Hal tersebut disampaikan Denrika, Kamis (15/9), di Lubuk Sikaping, setelah mendampingi Mustafa memenuhi panggilan Propam Polres Pasaman pada Rabu (14/9) sebagai kuasa hukum.
Sebelumnya dijelaskan Mustafa, ia ditangkap oleh Satreskrim Polres Pasaman (11 Juni 2022) dini hari, di rumahnya, di Jorong Sarik Selatan, Nagari Luhak Nan Duo, kecamatan Luhak Nan Duo, Kabupaten Pasaman Barat, wilayah yurisdiksi Polres Pasaman Barat.
Ditangkap atas tuduhan sebagai pelaku pembakaran alat berat jenis escavator milik Firdam Idrus alias Pudun dkk. Firdam Idrus dkk melaporkan Mustafa sebagai terduga pelaku, tidak lama setelah escavator tersebut terbakar.
Escavator tersebut terbakar di areal kawasan hutan lindung yang terletak antara Sinuangon dengan Batangkundur, termasuk dalam daerah administrasi Nagari Cubadak, kecamatan Dua Koto, kabupaten Pasaman, provinsi Sumatera Barat. Terbakar pada akhir Februari 2022.
" Antara escavotor milik Firdam Idrus dkk tersebut terbakar dengan waktu penangkapan saya, ada sekitar 4 (empat) bulan. Selama empat bulan tersebut, saya tetap bolak-balik jualan ke Sinuangon sebagaimana sebelumnya, tidak tahu bahwa saya dalam status terlapor", ucap Mustafa.

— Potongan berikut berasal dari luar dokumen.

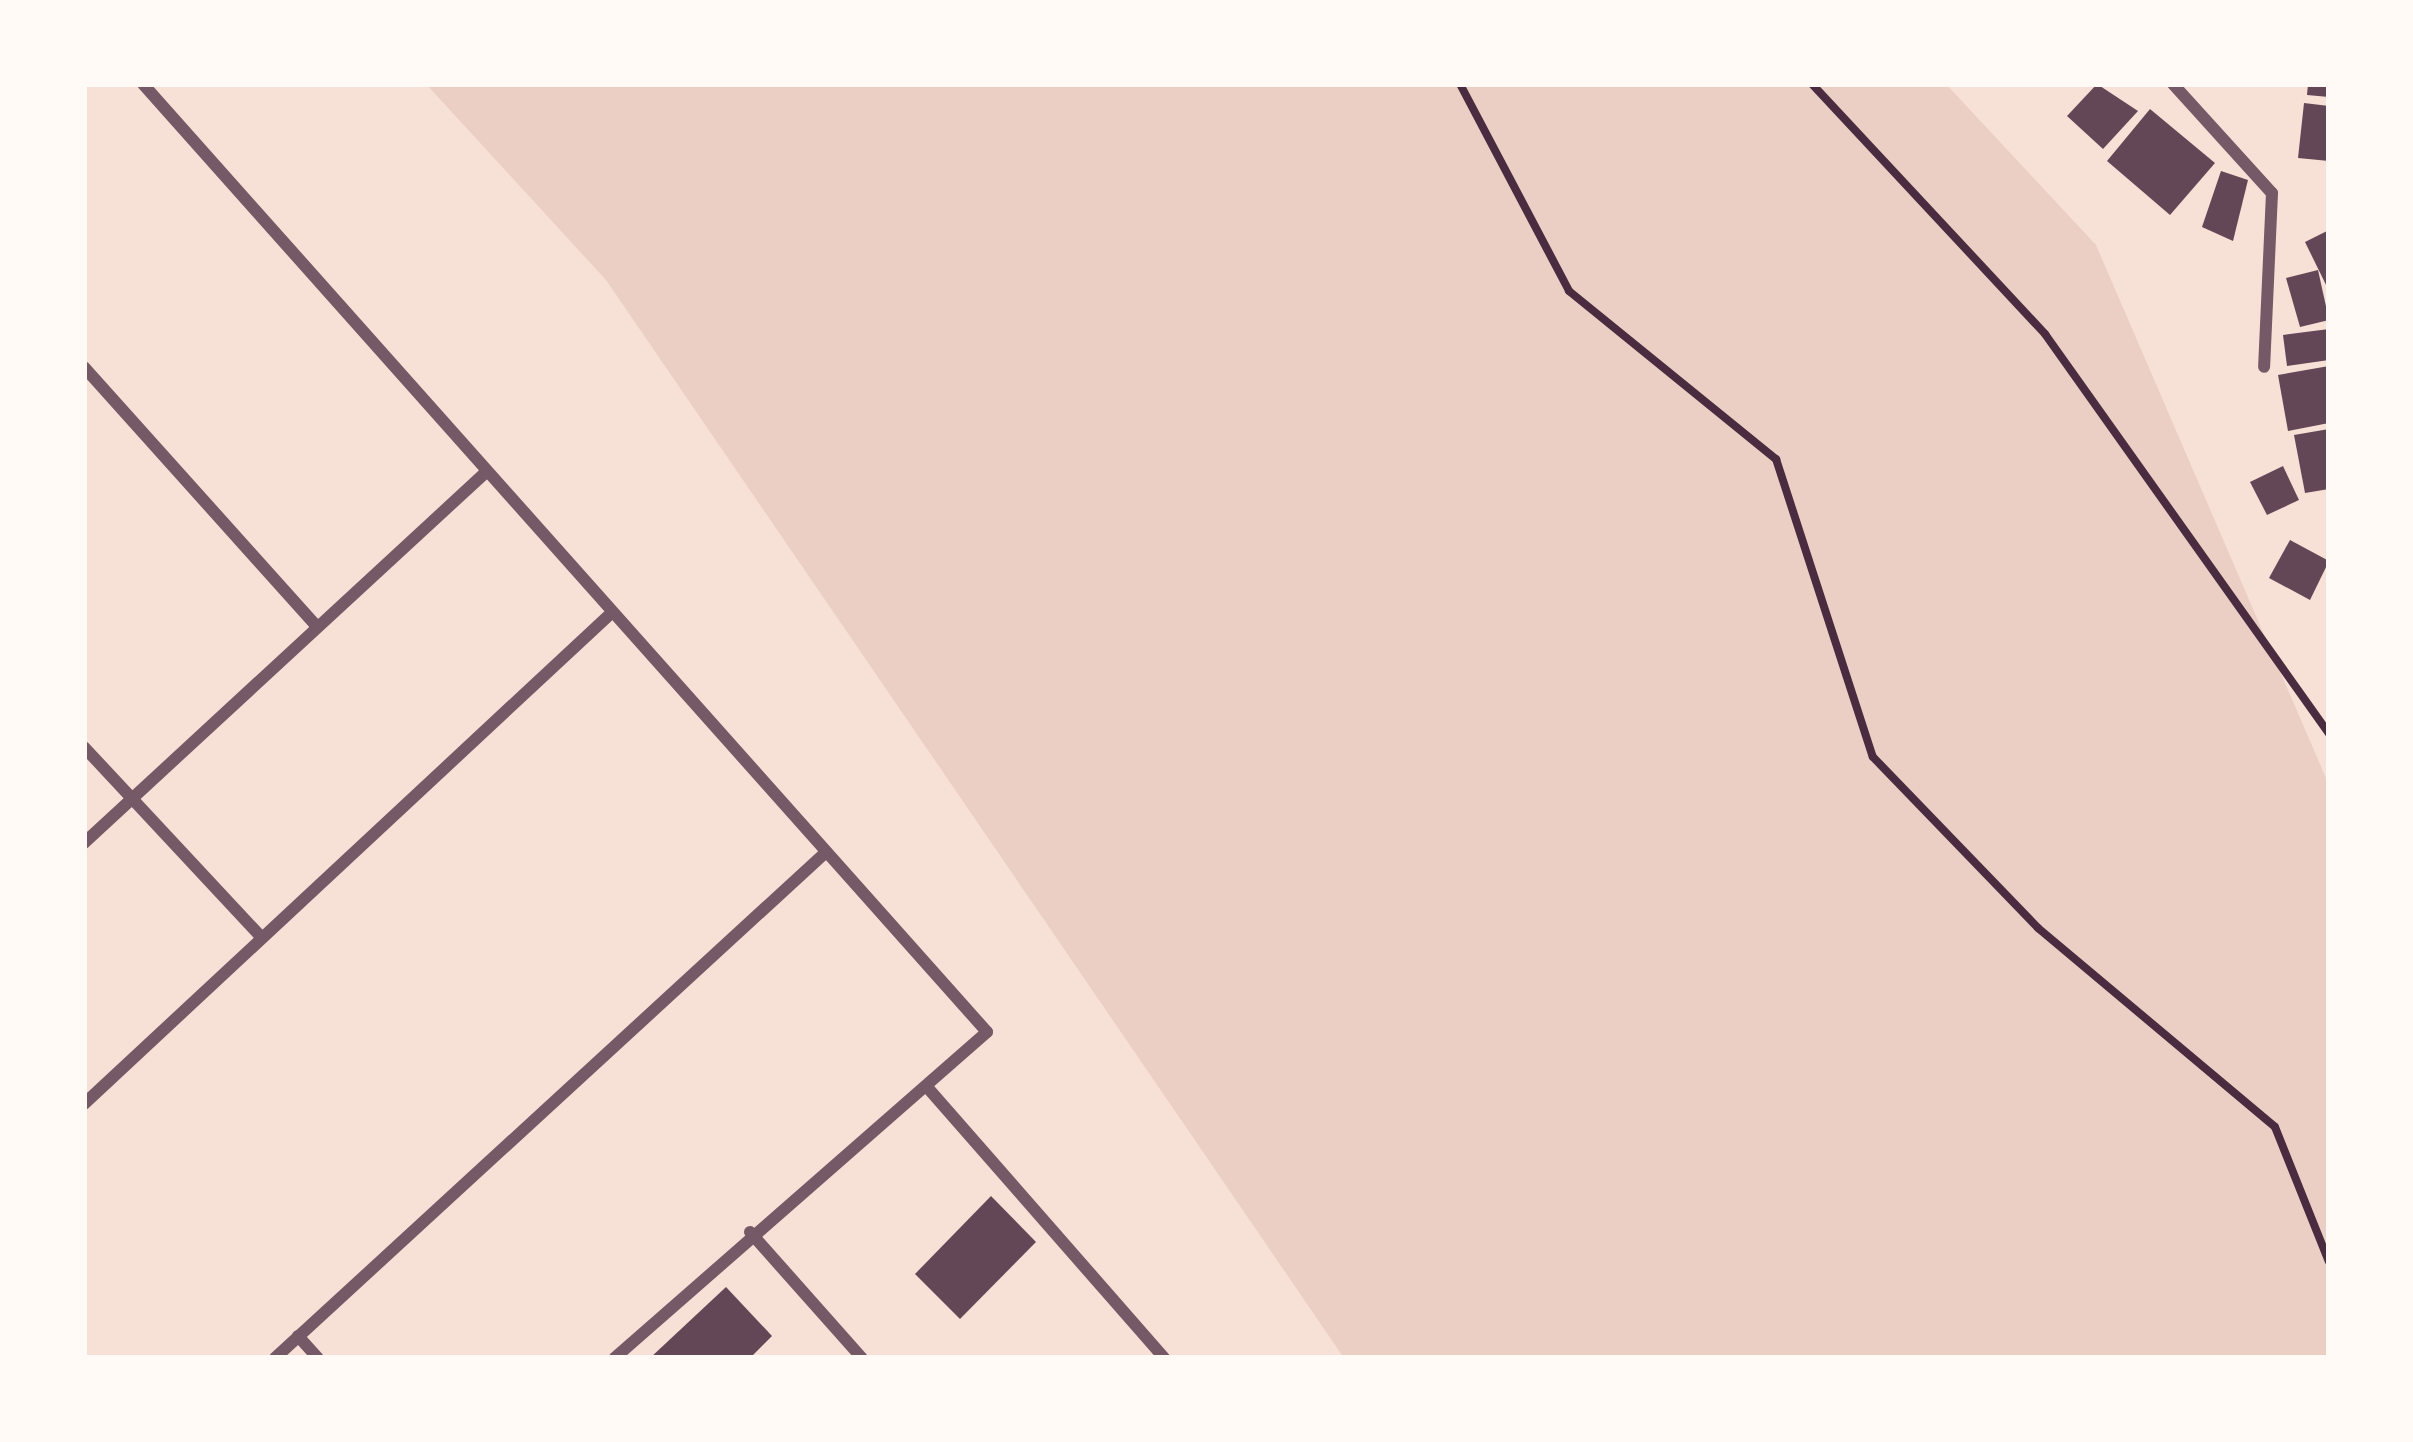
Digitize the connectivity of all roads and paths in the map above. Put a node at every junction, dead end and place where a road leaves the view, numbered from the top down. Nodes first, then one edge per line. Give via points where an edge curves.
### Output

Dijelaskannya juga, bahwa dia yakin, Firdam Idrus dkk sadar tidak punya bukti apapun yang sah secara hukum untuk menuduh dan melaporkannya. Bahkan tidak satupun yang dapat memastikan, apakah escavatornya tersebut terbakar karena sengaja dibakar atau terbakar oleh sebab lain. Makanya, menurut Mustafa, Firdam Idrus dkk telah melakukan laporan palsu.
Dikatakan Mustafa, kuat dugaannya, dia dituduh atas dasar dendam, bukan atas dasar bukti.
"Karena saya penentang terdepan terhadap penambangan emas secara illegal dengan menggunakan alat berat di Sinuangon, kampung saya dilahirkan dan dibesarkan", tegas Mustafa. "Saya berencana melaporkan Firdam Idrus dkk melakukan tindak pidana laporan palsu", sambungnya.
Disamping itu, menurut Denrika Saputra, SH, Kuasa Hukum Mustafa, penanganan laporan Firdam Idrus dkk, sangat terang tidak standar KUHAP dan Peraturan Kapolri. Harusnya lidik dulu.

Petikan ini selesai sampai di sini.